======== GIVEN DATA ========

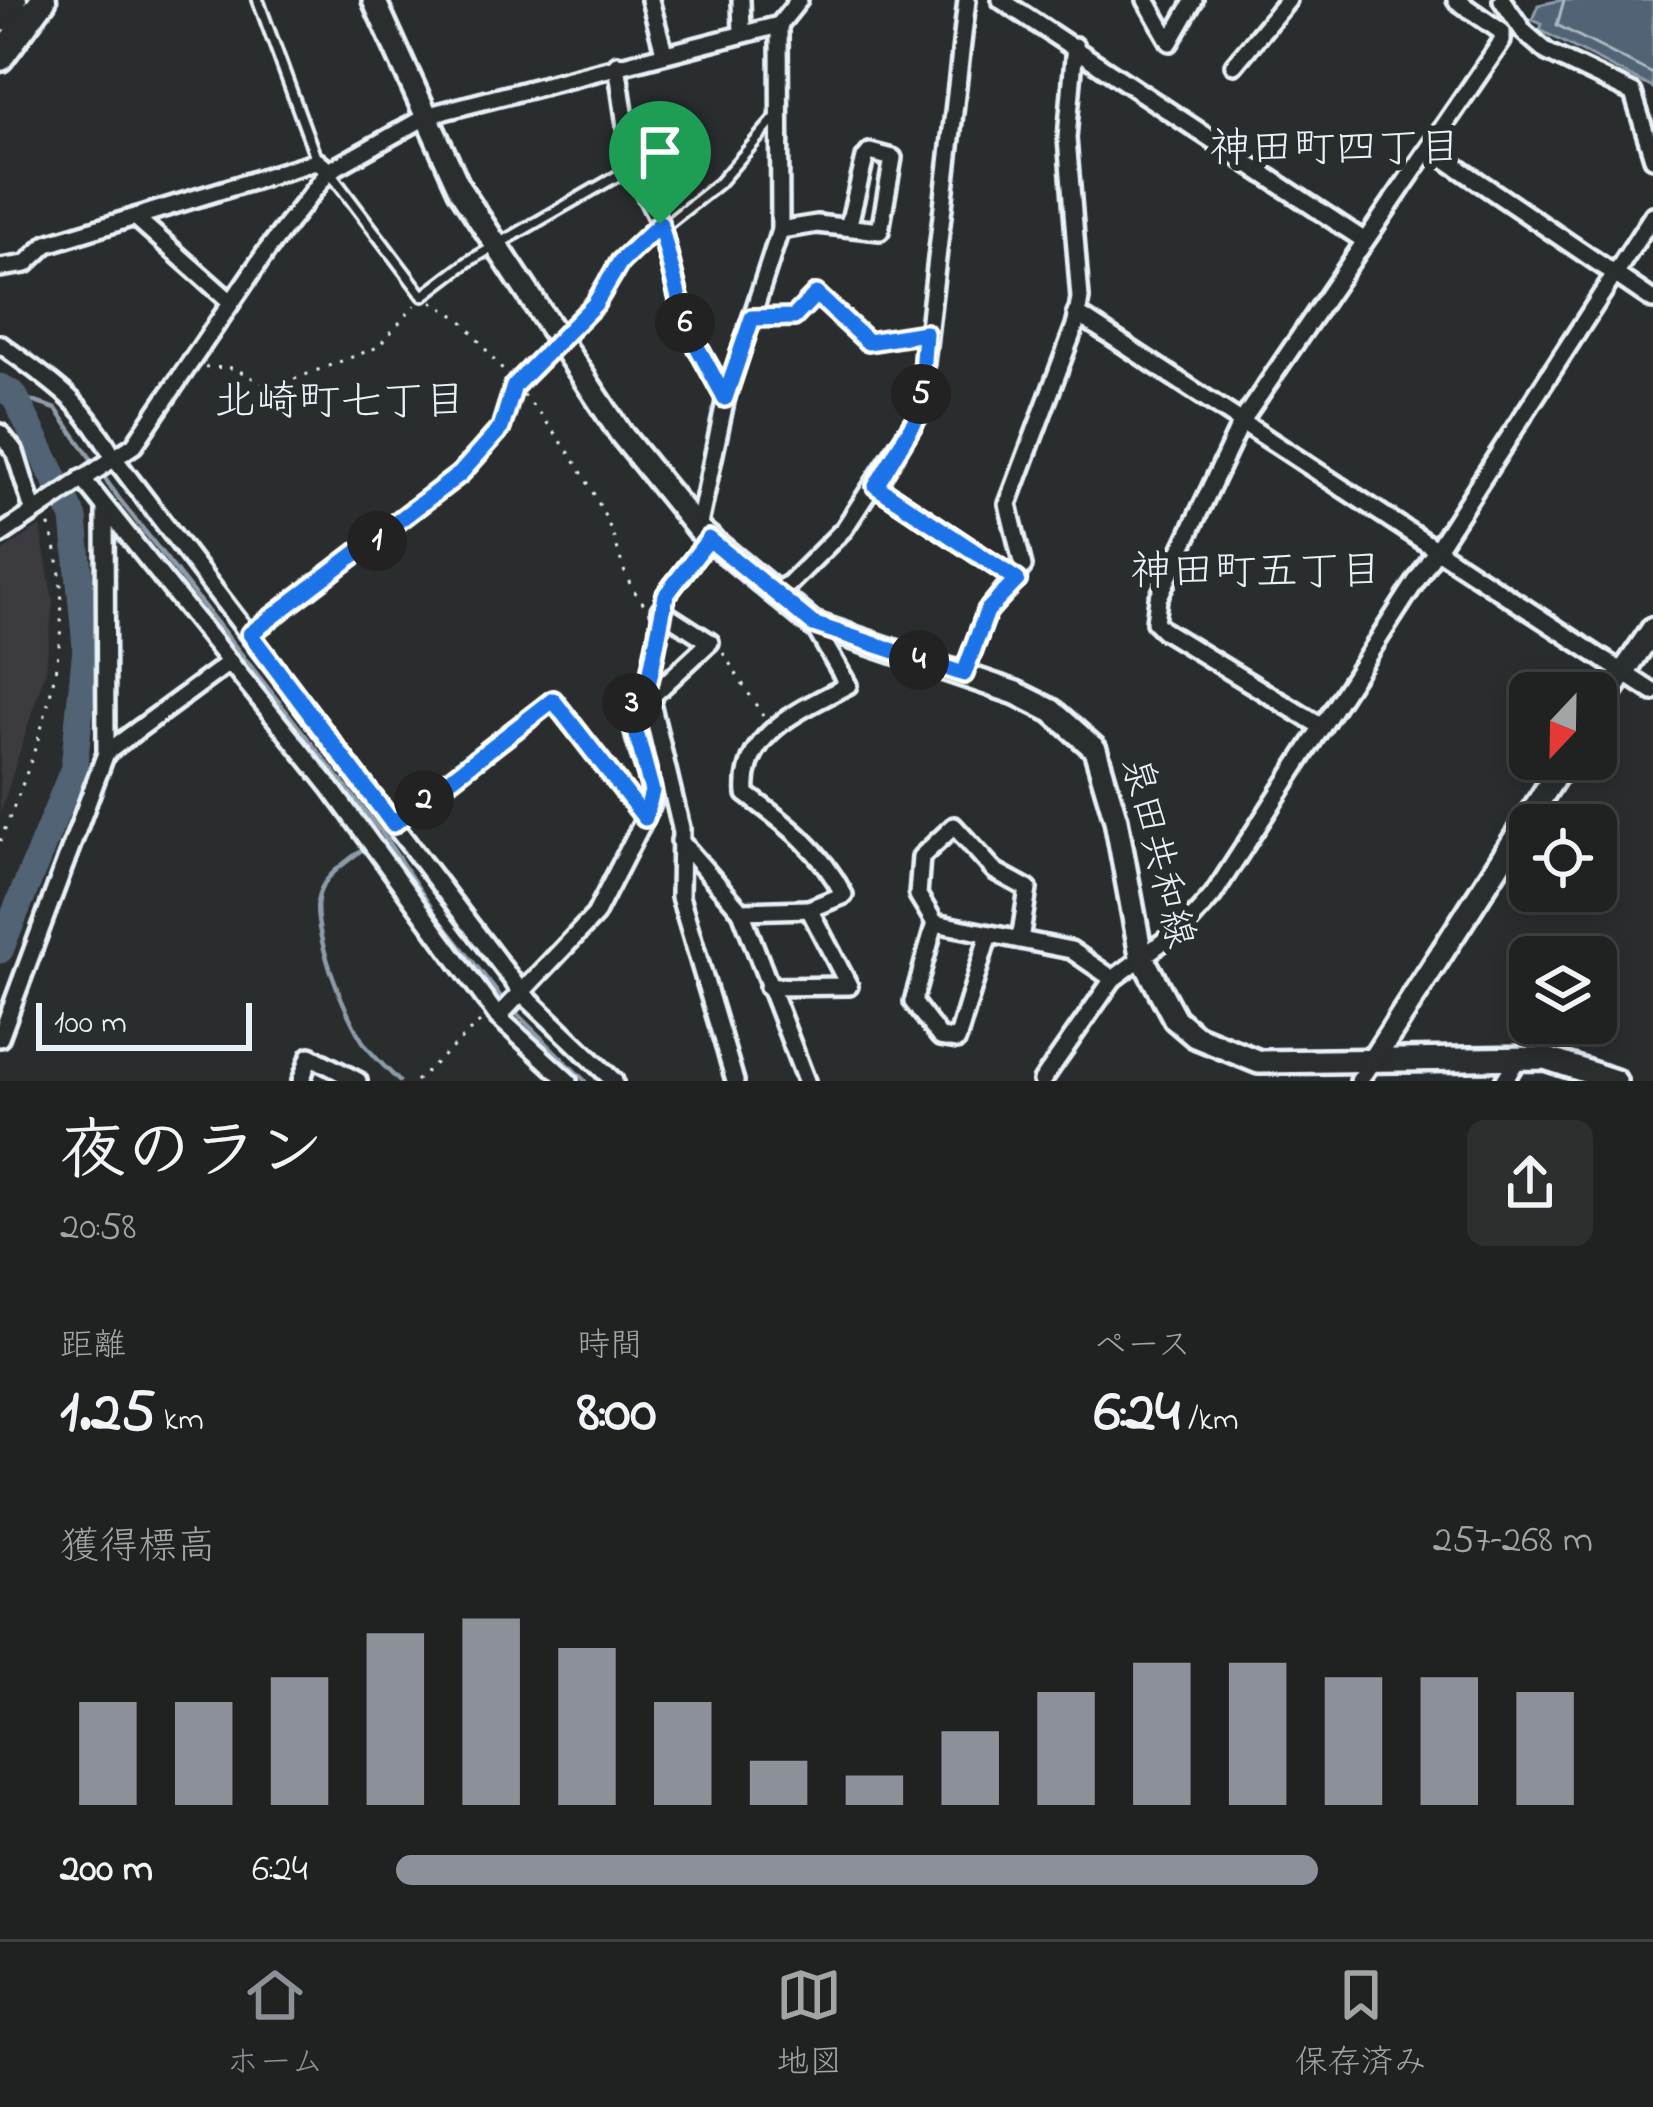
<!DOCTYPE html>
<html lang="ja">
<head>
<meta charset="utf-8">
<style>
	:root { --surface:#202222; --page:#2d2f2f; --text:#f1f3f6; --muted:#a2a4a5; --line:#3d3f40; --accent:#8c9099 }
	body { margin:0; font-family:"Indie Flower","Klee One",sans-serif; background:var(--page); color:var(--text); height:100vh; display:flex; flex-direction:column; font-size:45px; white-space:nowrap }
	* { box-sizing:border-box; margin:0 }
	p { font-size:39px; color:var(--muted) }
	.icon { flex:none; width:66px; height:66px; fill:none; stroke:currentColor; stroke-width:2; stroke-linecap:round; stroke-linejoin:round }
	.map { position:relative; height:1081px; overflow:hidden }
	.drawer { display:flex; flex-direction:column; background:var(--surface); flex:1 }
	.drawer>* { flex:none }
	.needle { width:78px; rotate:202deg }
	.tools { position:absolute; left:1509px; top:672px; display:grid; gap:24px }
	.tools a { display:grid; place-items:center; width:108px; height:108px; border-radius:18px; background:var(--surface); box-shadow:0 6px 18px #0003,0 0 0 3px var(--line); font-size:60px }
	.scale { position:absolute; left:36px; bottom:30px; width:216px; box-sizing:border-box; padding-left:12px; border:6px solid #e8f1f8; border-top:0; font-size:33px; line-height:42px; white-space:nowrap; color:#e8f1f8; -webkit-text-stroke:9px #2a2d2e; paint-order:stroke }
	.pin { position:absolute; display:grid; place-items:center; width:102px; height:102px; color:#fff; margin:-123px -51px; border-radius:50% 50% 50% 0; rotate:-45deg; box-shadow:0 0 12px #0007 }
	.pin .icon { rotate:45deg }
	.km { position:absolute; width:60px; height:60px; margin:-30px; border-radius:50%; background:#222; color:#fff; font-size:33px; line-height:60px; text-align:center }
	.round { display:grid; place-items:center; flex:none; width:126px; height:126px; border-radius:18px; background:var(--page) }
	.head { display:flex; align-items:center; justify-content:space-between; height:204px; padding:0 60px }
	h1 { font-size:66px; font-weight:700; line-height:90px }
	.figures { display:grid; grid-template-columns:repeat(3,1fr); gap:18px; height:204px; padding:12px 60px }
	.figures div { display:grid; align-content:center }
	.figures b { font-size:60px; font-weight:700 }
	.figures small { font-size:33px; font-weight:400 }
	.figures p { font-size:33px }
	.chart { height:336px; padding:24px 60px }
	.chart p { display:flex; justify-content:space-between }
	.chart svg { width:100%; height:216px; margin-top:12px; stroke:var(--accent); stroke-width:6 }
	ul { padding:0 60px; list-style:none; font-size:39px }
	li { display:grid; grid-template-columns:192px 144px 1fr; align-items:center; height:90px }
	li i { height:30px; border-radius:15px; background:var(--accent) }
	.tabs { display:flex; justify-content:space-around; align-items:center; height:168px; border-top:3px solid var(--line); background:var(--surface); font-size:33px; color:var(--muted) }
	.tabs a { display:grid; justify-items:center; gap:6px }
	.tabs .current { color:var(--accent) }
	.map>svg:first-child { display:block }
</style>
</head>
<body>
<div class="map">
<svg width="1653" height="1081" viewBox="0 0 1653 1081">
	<rect width="100%" height="100%" fill="#2a2d2e"/>
	<filter id="ink" filterUnits="userSpaceOnUse"><feTurbulence type="fractalNoise" baseFrequency=".00833" numOctaves="2"/><feDisplacementMap in="SourceGraphic" scale="24" xChannelSelector="R" yChannelSelector="G"/><feConvolveMatrix kernelMatrix="1 2 1 2 8 2 1 2 1" color-interpolation-filters="sRGB"/></filter>
	<g filter="url(#ink)">
		<polygon fill="#3a3b41" points="40,526 53,601 46,669 0,814 0,553"/>
		<polygon fill="#516474" stroke="#8d9ca9" stroke-width="3" points="1562,0 1653,0 1653,88 1540,30 1542,24 1532,20 1538,5"/>
		<g fill="none" stroke-linecap="round" stroke-linejoin="round">
			<polyline stroke="#acb9c3" stroke-width="3" points="1564,0 1557,25 1653,74"/>
			<g stroke="#8d9ca9" stroke-width="4.5">
				<polyline points="14,395 56,409 120,500 382,833 438,918 504,1001"/>
				<path d="M365,847c-16,14 -39,26 -46,47 -10,32 27,125 47,152 10,13 22,24 33,35"/>
				<polyline points="512,1009 585,1081"/>
			</g>
			<polyline stroke="#516474" stroke-width="27" points="0,387 14,395 74,518 86,647 74,768 0,950"/>
			<g stroke="#e8f1f8" stroke-width="16">
				<g id="lane">
					<polyline points="258,0 317,161"/>
					<polyline points="331,174 423,296 469,261 631,168"/>
					<polyline points="753,318 794,317 816,294 868,342 925,333"/>
					<polyline points="252,634 460,474 501,428 514,386 595,304 620,262 719,183 776,117"/>
				</g>
			</g>
			<g stroke="#e8f1f8" stroke-width="24">
				<g id="street">
					<polyline points="650,0 664,52"/>
					<polyline points="741,0 742,32"/>
					<polyline points="1001,0 1362,239"/>
					<polyline points="1146,0 1170,42 1194,0"/>
					<polyline points="1502,0 1524,32 1547,52 1633,93 1653,158"/>
					<polyline points="617,64 632,167 660,224 686,326 726,397"/>
					<polyline points="1234,65 1288,0"/>
					<polyline points="1429,148 1653,300"/>
					<polyline points="135,217 231,302"/>
					<polyline points="780,230 817,224 880,231 893,158 870,152 865,158 849,224"/>
					<polyline points="0,268 26,264 47,244 317,161 329,171"/>
					<polyline points="1076,313 1653,692"/>
					<path d="M0,344c56,42 78,51 114,114l409,536 91,87"/>
					<polyline points="0,433 15,452 33,510"/>
					<polyline points="82,478 330,787 498,1017 568,1081"/>
					<polyline points="876,486 1017,580"/>
					<polyline points="698,529 726,397 780,230 779,25"/>
					<polyline points="0,535 134,445 268,249 329,171 429,115 779,25 799,0"/>
					<polyline points="775,591 789,584 844,529 919,414 967,0"/>
					<polyline points="964,674 987,612 1023,566 1008,504 1076,323 1080,298 1067,138 1075,46"/>
					<polyline points="641,692 649,681 666,595 709,539"/>
					<polyline points="650,698 681,828 680,897 735,1081"/>
					<polyline points="1322,727 1163,630 1155,622 1158,599 1242,421 1502,41 1502,32 1456,0"/>
					<polyline points="106,753 230,662"/>
					<polyline points="680,841 741,911 806,1081"/>
					<path d="M809,909l35,-14c-24,-46 -57,-71 -98,-101 -5,-62 56,-84 102,-109l-35,-61"/>
					<polyline points="741,911 809,909 849,986 768,987"/>
					<polyline points="935,923 913,1002 940,1037 957,1040 989,934"/>
					<polyline points="1020,940 1028,889 995,871 954,826 921,857 918,895 935,923 1071,950 1113,979"/>
					<path d="M498,1017l97,-102 57,-111c1,-36 -36,-82 -11,-112l9,6 60,-56 -50,-32"/>
					<polyline points="0,1038 106,753 105,509"/>
					<polyline points="301,1081 310,1056 358,1081"/>
					<polyline points="1042,1081 1113,979 1188,923 1213,895 1653,215"/>
					<polyline points="1359,1081 1373,1060"/>
					<polyline points="1504,1081 1519,1057"/>
				</g>
			</g>
			<g stroke="#e8f1f8" stroke-width="30">
				<g id="secondary">
					<polyline points="374,0 460,190 621,434 698,529 813,624 1016,693 1052,711 1095,749 1116,820 1141,955 1175,1019 1195,1036 1259,1062 1545,1058 1615,1081"/>
					<polyline points="1596,713 1653,629"/>
					<polyline points="1373,1060 1566,759"/>
				</g>
			</g>
			<g stroke="#e8f1f8" stroke-width="33">
				<g id="primary">
					<polyline points="0,19 14,0"/>
					<polyline points="0,58 43,0"/>
				</g>
			</g>
			<g stroke="#e8f1f8" stroke-width="3" stroke-dasharray="3 9" stroke-linecap="butt">
				<polyline points="432,302 461,319 509,378"/>
				<polyline points="205,367 234,368 271,388 378,347 415,305"/>
				<path d="M523,395c35,38 63,79 84,126 17,36 11,53 38,84"/>
				<polyline points="723,653 763,716"/>
				<polyline points="406,814 553,701 636,807"/>
				<path d="M0,841c39,-94 85,-218 48,-318"/>
				<polyline points="416,1081 481,1021"/>
			</g>
			<use href="#lane" stroke="#2a2d2e" stroke-width="8"/>
			<use href="#street" stroke="#2a2d2e" stroke-width="15"/>
			<use href="#secondary" stroke="#2a2d2e" stroke-width="21"/>
			<use href="#primary" stroke="#2a2d2e" stroke-width="24"/>
		</g>
	</g>
	<g fill="none" stroke-linecap="round" stroke-linejoin="round" filter="url(#ink)">
		<g stroke="#fff" stroke-width="24">
			<polygon id="route" points="660,224 686,326 725,398 752,318 794,317 816,294 868,342 925,333 919,414 876,486 1017,580 987,611 964,674 813,624 709,539 666,595 649,681 630,710 652,791 645,818 553,700 393,824 250,634 460,474 501,428 514,386 595,304 620,262"/>
		</g>
		<use href="#route" stroke="#1a73e8" stroke-width="15"/>
	</g>
	<g text-anchor="middle" dominant-baseline="central" stroke-width="12" stroke-linejoin="round" paint-order="stroke">
		<g font-size="39" fill="#e8f1f8" stroke="#2a2d2e">
			<text transform="translate(1156 853) rotate(76)">泉田共和線</text>
		</g>
		<g font-size="42" fill="#e8f1f8" stroke="#2a2d2e">
			<text x="1335" y="150">神田町四丁目</text>
			<text x="340" y="403">北崎町七丁目</text>
			<text x="1256" y="573">神田町五丁目</text>
		</g>
	</g>
</svg>
<div class="tools">
<a><svg class="needle" viewBox="-14 -14 28 28"><path d="M0-13l5 13h-10z" fill="#e53935"/><path d="M0 13l5-13h-10z" fill="#a2a4a5"/></svg></a>
<a><svg class="icon" aria-label="locate" viewBox="0 0 24 24"><circle cx="12" cy="12" r="6"/><path d="M12 2v4M12 18v4M2 12h4M18 12h4"/></svg></a>
<a><svg class="icon" aria-label="layers" viewBox="0 0 24 24"><path d="M12 4l9 5-9 5-9-5zM3 14l9 5 9-5"/></svg></a>
</div>
<div class="scale">100 m</div>
<div class="pin" style="left:660px;top:224px;background:#1e9e55"><svg class="icon" aria-label="arrive" viewBox="0 0 24 24"><path d="M6 21V4h12l-3 4 3 4H6"/></svg></div>
<b class="km" style="left:377px;top:541px">1</b>
<b class="km" style="left:424px;top:800px">2</b>
<b class="km" style="left:632px;top:703px">3</b>
<b class="km" style="left:919px;top:660px">4</b>
<b class="km" style="left:921px;top:394px">5</b>
<b class="km" style="left:685px;top:323px">6</b>
</div>
<section class="drawer">
<div class="head"><div><h1>夜のラン</h1><p>20:58</p></div><a class="round"><svg class="icon" aria-label="share" viewBox="0 0 24 24"><path d="M12 15V3M7 8l5-5 5 5M5 13v7h14v-7"/></svg></a></div>
<div class="figures">
<div><p>距離</p><b>1.25<small> km</small></b></div>
<div><p>時間</p><b>8:00</b></div>
<div><p>ペース</p><b>6:24<small> /km</small></b></div>
</div>
<div class="chart"><p><span>獲得標高</span>257–268 m</p>
<svg viewBox="0 0 160 44" preserveAspectRatio="none"><path d="M5 44V23M15 44V23M25 44V18M35 44V9M45 44V6M55 44V12M65 44V23M75 44V35M85 44V38M95 44V29M105 44V21M115 44V15M125 44V15M135 44V18M145 44V18M155 44V21"/></svg>
</div>
<ul>
<li><b>200 m</b>6:24<i style="width:77%"></i></li>
</ul>
</section>
<nav class="tabs">
<a class="current"><svg class="icon" aria-label="home" viewBox="0 0 24 24"><path d="M3 11l9-7 9 7M6 9v11h12V9"/></svg>ホーム</a>
<a><svg class="icon" aria-label="map" viewBox="0 0 24 24"><path d="M3 6l6-2 6 2 6-2v14l-6 2-6-2-6 2zM9 4v14M15 6v14"/></svg>地図</a>
<a><svg class="icon" aria-label="saved" viewBox="0 0 24 24"><path d="M7 4h10v16l-5-4-5 4z"/></svg>保存済み</a>
</nav>
</body>
</html>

========

* _HOW TO COMPLETE THIS TASK_: Read the data above and count the lines that include "template". Answer only with the count.

* _ANSWER BELOW_: 2